[RECORDS]
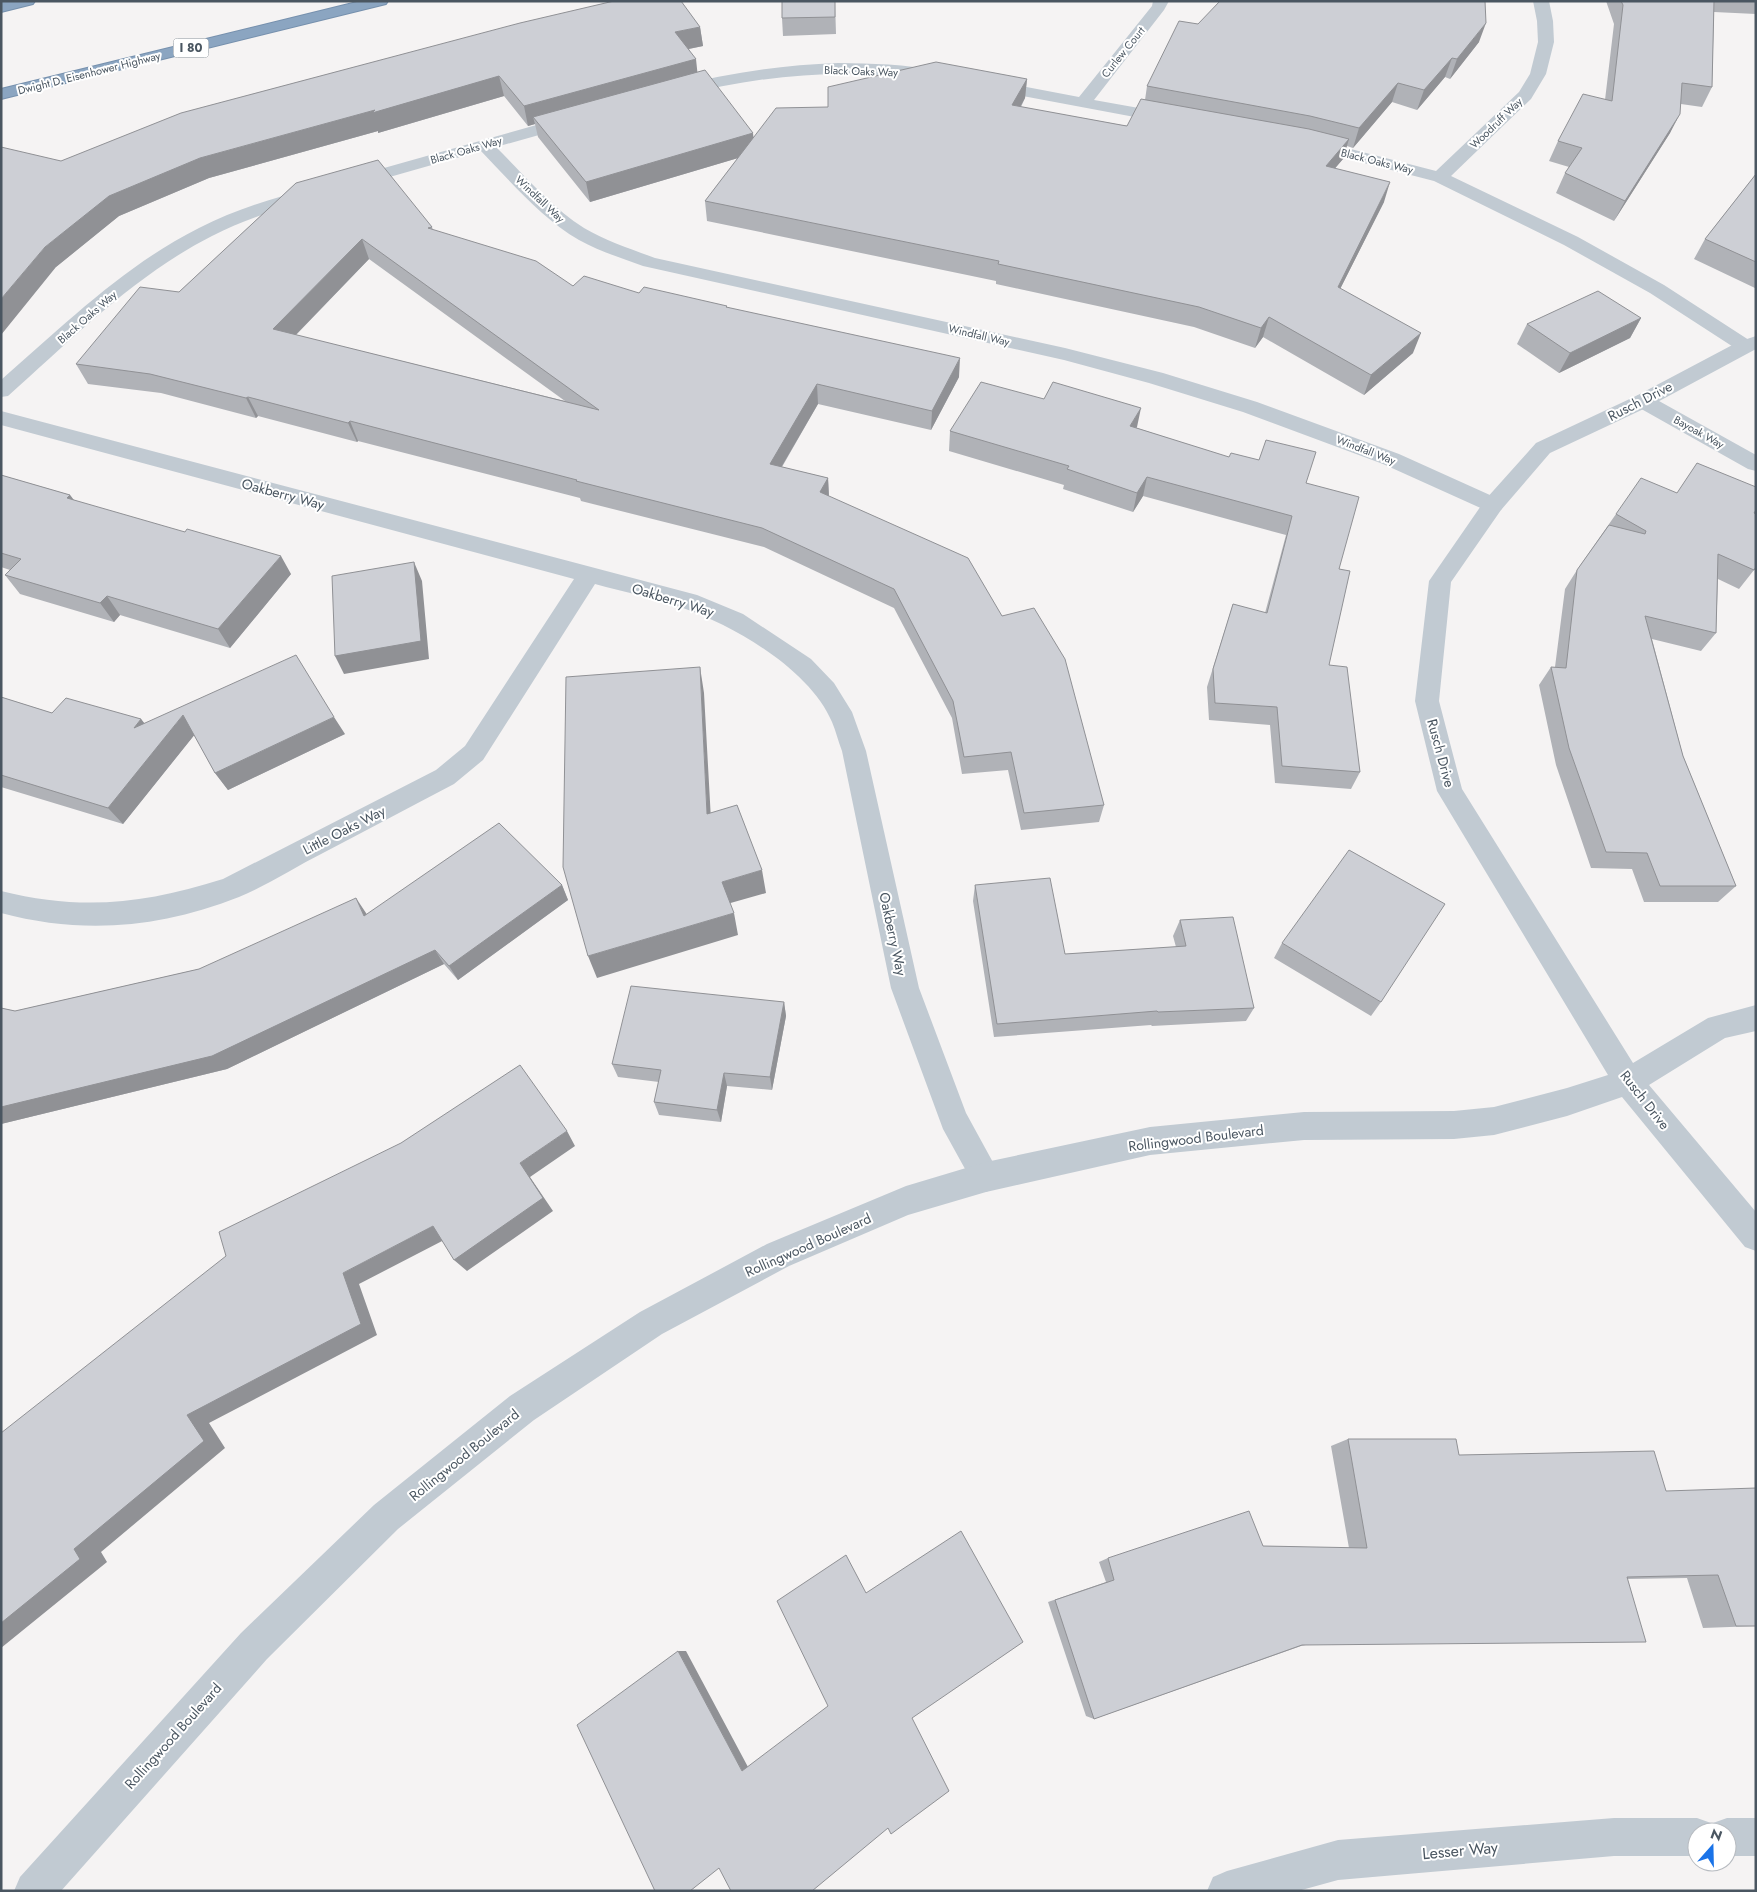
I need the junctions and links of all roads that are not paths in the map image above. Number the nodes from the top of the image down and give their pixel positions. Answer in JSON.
{"nodes":[{"id":1,"x":28,"y":1,"type":"edge"},
{"id":2,"x":382,"y":1,"type":"edge"},
{"id":3,"x":1161,"y":1,"type":"edge"},
{"id":4,"x":1541,"y":1,"type":"edge"},
{"id":5,"x":1,"y":7,"type":"edge"},
{"id":6,"x":949,"y":78,"type":"edge"},
{"id":7,"x":978,"y":83,"type":"edge"},
{"id":8,"x":1,"y":94,"type":"edge"},
{"id":9,"x":664,"y":95,"type":"edge"},
{"id":10,"x":1083,"y":103,"type":"junction"},
{"id":11,"x":588,"y":116,"type":"edge"},
{"id":12,"x":1189,"y":122,"type":"edge"},
{"id":13,"x":1294,"y":140,"type":"edge"},
{"id":14,"x":484,"y":145,"type":"junction"},
{"id":15,"x":1440,"y":177,"type":"junction"},
{"id":16,"x":1750,"y":344,"type":"edge"},
{"id":17,"x":1,"y":391,"type":"edge"},
{"id":18,"x":1643,"y":401,"type":"junction"},
{"id":19,"x":1,"y":418,"type":"edge"},
{"id":20,"x":1756,"y":464,"type":"edge"},
{"id":21,"x":1493,"y":505,"type":"junction"},
{"id":22,"x":588,"y":576,"type":"junction"},
{"id":23,"x":1,"y":902,"type":"edge"},
{"id":24,"x":1756,"y":1018,"type":"edge"},
{"id":25,"x":1628,"y":1082,"type":"junction"},
{"id":26,"x":986,"y":1177,"type":"junction"},
{"id":27,"x":1756,"y":1236,"type":"edge"},
{"id":28,"x":1687,"y":1837,"type":"edge"},
{"id":29,"x":1737,"y":1837,"type":"edge"},
{"id":30,"x":1756,"y":1837,"type":"edge"},
{"id":31,"x":34,"y":1891,"type":"edge"},
{"id":32,"x":1227,"y":1891,"type":"edge"}],
"edges":[{"from":1,"to":5,"type":"highway"},
{"from":2,"to":8,"type":"highway","name":"Dwight D. Eisenhower Highway","number":"I 80"},
{"from":3,"to":10,"type":"street","name":"Curlew Court"},
{"from":4,"to":15,"type":"street","name":"Woodruff Way"},
{"from":6,"to":9,"type":"street","name":"Black Oaks Way"},
{"from":7,"to":10,"type":"street"},
{"from":10,"to":12,"type":"street"},
{"from":11,"to":14,"type":"street","name":"Black Oaks Way"},
{"from":13,"to":15,"type":"street","name":"Black Oaks Way"},
{"from":14,"to":17,"type":"street","name":"Black Oaks Way"},
{"from":14,"to":21,"type":"street","name":"Windfall Way"},
{"from":15,"to":16,"type":"street","name":"Black Oaks Way"},
{"from":16,"to":18,"type":"street","name":"Rusch Drive"},
{"from":18,"to":20,"type":"street","name":"Bayoak Way"},
{"from":18,"to":21,"type":"street","name":"Rusch Drive"},
{"from":19,"to":22,"type":"street","name":"Oakberry Way"},
{"from":21,"to":25,"type":"street","name":"Rusch Drive"},
{"from":22,"to":23,"type":"street","name":"Little Oaks Way"},
{"from":22,"to":26,"type":"street","name":"Oakberry Way"},
{"from":24,"to":25,"type":"street","name":"Rollingwood Boulevard"},
{"from":25,"to":26,"type":"street","name":"Rollingwood Boulevard"},
{"from":25,"to":27,"type":"street","name":"Rusch Drive"},
{"from":26,"to":31,"type":"street","name":"Rollingwood Boulevard"},
{"from":28,"to":32,"type":"street","name":"Lesser Way"},
{"from":29,"to":30,"type":"street"}]}
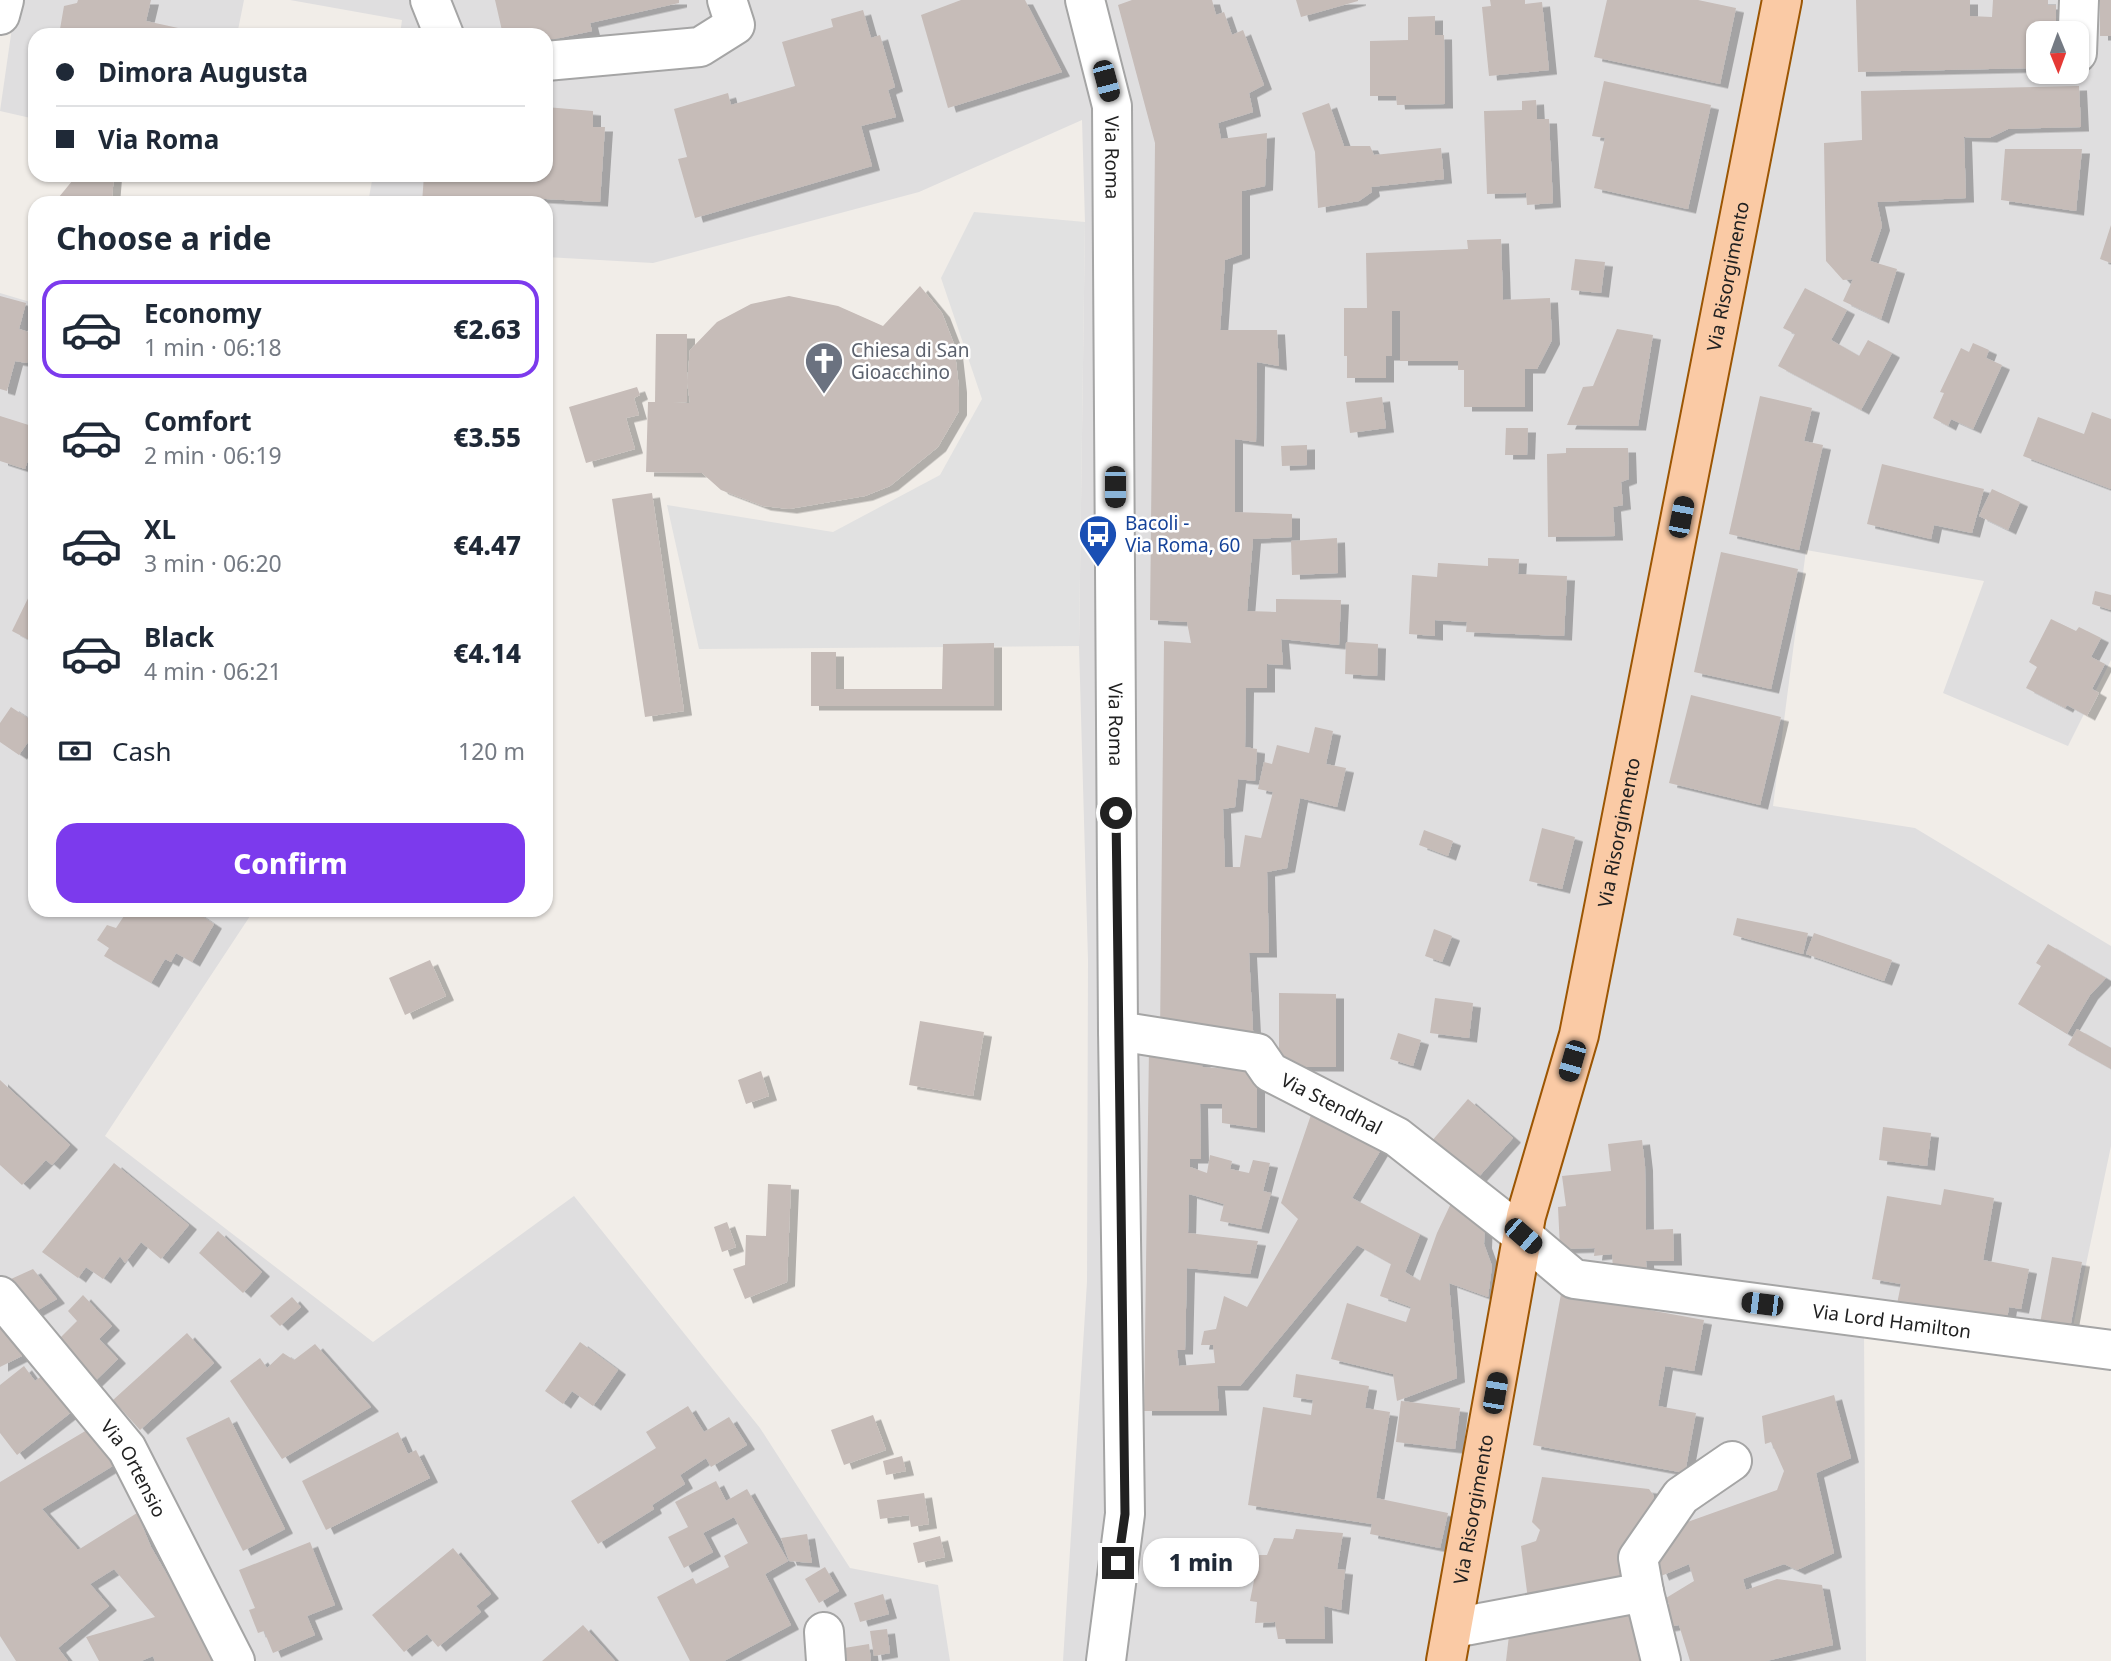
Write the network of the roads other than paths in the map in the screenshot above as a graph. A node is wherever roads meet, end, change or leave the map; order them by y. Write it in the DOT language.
graph roads {
  1 [pos="4,0"];
  2 [pos="430,0"];
  3 [pos="727,0"];
  4 [pos="1782,0"];
  5 [pos="2079,0"];
  6 [pos="1093,2"];
  7 [pos="0,15"];
  8 [pos="2078,21"];
  9 [pos="441,28"];
  10 [pos="553,60"];
  11 [pos="1118,1031"];
  12 [pos="1523,1236"];
  13 [pos="0,1296"];
  14 [pos="2111,1350"];
  15 [pos="1732,1461"];
  16 [pos="1644,1592"];
  17 [pos="1450,1645"];
  18 [pos="235,1661"];
  19 [pos="1106,1661"];
  20 [pos="1661,1661"];
  1 -- 7 [label="street"];
  2 -- 9 [label="street"];
  3 -- 10 [label="street"];
  4 -- 12 [label="main road, Via Risorgimento"];
  5 -- 8 [label="street"];
  6 -- 11 [label="street, Via Roma"];
  11 -- 12 [label="street, Via Stendhal"];
  11 -- 19 [label="street, Via Roma"];
  12 -- 14 [label="street, Via Lord Hamilton"];
  12 -- 17 [label="main road, Via Risorgimento"];
  13 -- 18 [label="street, Via Ortensio"];
  15 -- 16 [label="street"];
  16 -- 17 [label="street"];
  16 -- 20 [label="street"];
}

[DESCRIPTION OF THE TASK]
When you retype the material above, copy each line exactly and drop whatever images appear in it.

[EXERCISE OUTPUT]
I need the junctions and links of all roads that are not paths in the map image above. Number the nodes from the top of the image down and give their pixel positions. Answer in JSON.
{"nodes":[{"id":1,"x":28,"y":1,"type":"edge"},
{"id":2,"x":382,"y":1,"type":"edge"},
{"id":3,"x":1161,"y":1,"type":"edge"},
{"id":4,"x":1541,"y":1,"type":"edge"},
{"id":5,"x":1,"y":7,"type":"edge"},
{"id":6,"x":949,"y":78,"type":"edge"},
{"id":7,"x":978,"y":83,"type":"edge"},
{"id":8,"x":1,"y":94,"type":"edge"},
{"id":9,"x":664,"y":95,"type":"edge"},
{"id":10,"x":1083,"y":103,"type":"junction"},
{"id":11,"x":588,"y":116,"type":"edge"},
{"id":12,"x":1189,"y":122,"type":"edge"},
{"id":13,"x":1294,"y":140,"type":"edge"},
{"id":14,"x":484,"y":145,"type":"junction"},
{"id":15,"x":1440,"y":177,"type":"junction"},
{"id":16,"x":1750,"y":344,"type":"edge"},
{"id":17,"x":1,"y":391,"type":"edge"},
{"id":18,"x":1643,"y":401,"type":"junction"},
{"id":19,"x":1,"y":418,"type":"edge"},
{"id":20,"x":1756,"y":464,"type":"edge"},
{"id":21,"x":1493,"y":505,"type":"junction"},
{"id":22,"x":588,"y":576,"type":"junction"},
{"id":23,"x":1,"y":902,"type":"edge"},
{"id":24,"x":1756,"y":1018,"type":"edge"},
{"id":25,"x":1628,"y":1082,"type":"junction"},
{"id":26,"x":986,"y":1177,"type":"junction"},
{"id":27,"x":1756,"y":1236,"type":"edge"},
{"id":28,"x":1687,"y":1837,"type":"edge"},
{"id":29,"x":1737,"y":1837,"type":"edge"},
{"id":30,"x":1756,"y":1837,"type":"edge"},
{"id":31,"x":34,"y":1891,"type":"edge"},
{"id":32,"x":1227,"y":1891,"type":"edge"}],
"edges":[{"from":1,"to":5,"type":"highway"},
{"from":2,"to":8,"type":"highway","name":"Dwight D. Eisenhower Highway","number":"I 80"},
{"from":3,"to":10,"type":"street","name":"Curlew Court"},
{"from":4,"to":15,"type":"street","name":"Woodruff Way"},
{"from":6,"to":9,"type":"street","name":"Black Oaks Way"},
{"from":7,"to":10,"type":"street"},
{"from":10,"to":12,"type":"street"},
{"from":11,"to":14,"type":"street","name":"Black Oaks Way"},
{"from":13,"to":15,"type":"street","name":"Black Oaks Way"},
{"from":14,"to":17,"type":"street","name":"Black Oaks Way"},
{"from":14,"to":21,"type":"street","name":"Windfall Way"},
{"from":15,"to":16,"type":"street","name":"Black Oaks Way"},
{"from":16,"to":18,"type":"street","name":"Rusch Drive"},
{"from":18,"to":20,"type":"street","name":"Bayoak Way"},
{"from":18,"to":21,"type":"street","name":"Rusch Drive"},
{"from":19,"to":22,"type":"street","name":"Oakberry Way"},
{"from":21,"to":25,"type":"street","name":"Rusch Drive"},
{"from":22,"to":23,"type":"street","name":"Little Oaks Way"},
{"from":22,"to":26,"type":"street","name":"Oakberry Way"},
{"from":24,"to":25,"type":"street","name":"Rollingwood Boulevard"},
{"from":25,"to":26,"type":"street","name":"Rollingwood Boulevard"},
{"from":25,"to":27,"type":"street","name":"Rusch Drive"},
{"from":26,"to":31,"type":"street","name":"Rollingwood Boulevard"},
{"from":28,"to":32,"type":"street","name":"Lesser Way"},
{"from":29,"to":30,"type":"street"}]}
Write the network of the roads other than paths in the map in the screenshot above as a graph. A node is wherever roads meet, end, change or leave the map; order them by y. Write it in the DOT language.
graph roads {
  1 [pos="4,0"];
  2 [pos="430,0"];
  3 [pos="727,0"];
  4 [pos="1782,0"];
  5 [pos="2079,0"];
  6 [pos="1093,2"];
  7 [pos="0,15"];
  8 [pos="2078,21"];
  9 [pos="441,28"];
  10 [pos="553,60"];
  11 [pos="1118,1031"];
  12 [pos="1523,1236"];
  13 [pos="0,1296"];
  14 [pos="2111,1350"];
  15 [pos="1732,1461"];
  16 [pos="1644,1592"];
  17 [pos="1450,1645"];
  18 [pos="235,1661"];
  19 [pos="1106,1661"];
  20 [pos="1661,1661"];
  1 -- 7 [label="street"];
  2 -- 9 [label="street"];
  3 -- 10 [label="street"];
  4 -- 12 [label="main road, Via Risorgimento"];
  5 -- 8 [label="street"];
  6 -- 11 [label="street, Via Roma"];
  11 -- 12 [label="street, Via Stendhal"];
  11 -- 19 [label="street, Via Roma"];
  12 -- 14 [label="street, Via Lord Hamilton"];
  12 -- 17 [label="main road, Via Risorgimento"];
  13 -- 18 [label="street, Via Ortensio"];
  15 -- 16 [label="street"];
  16 -- 17 [label="street"];
  16 -- 20 [label="street"];
}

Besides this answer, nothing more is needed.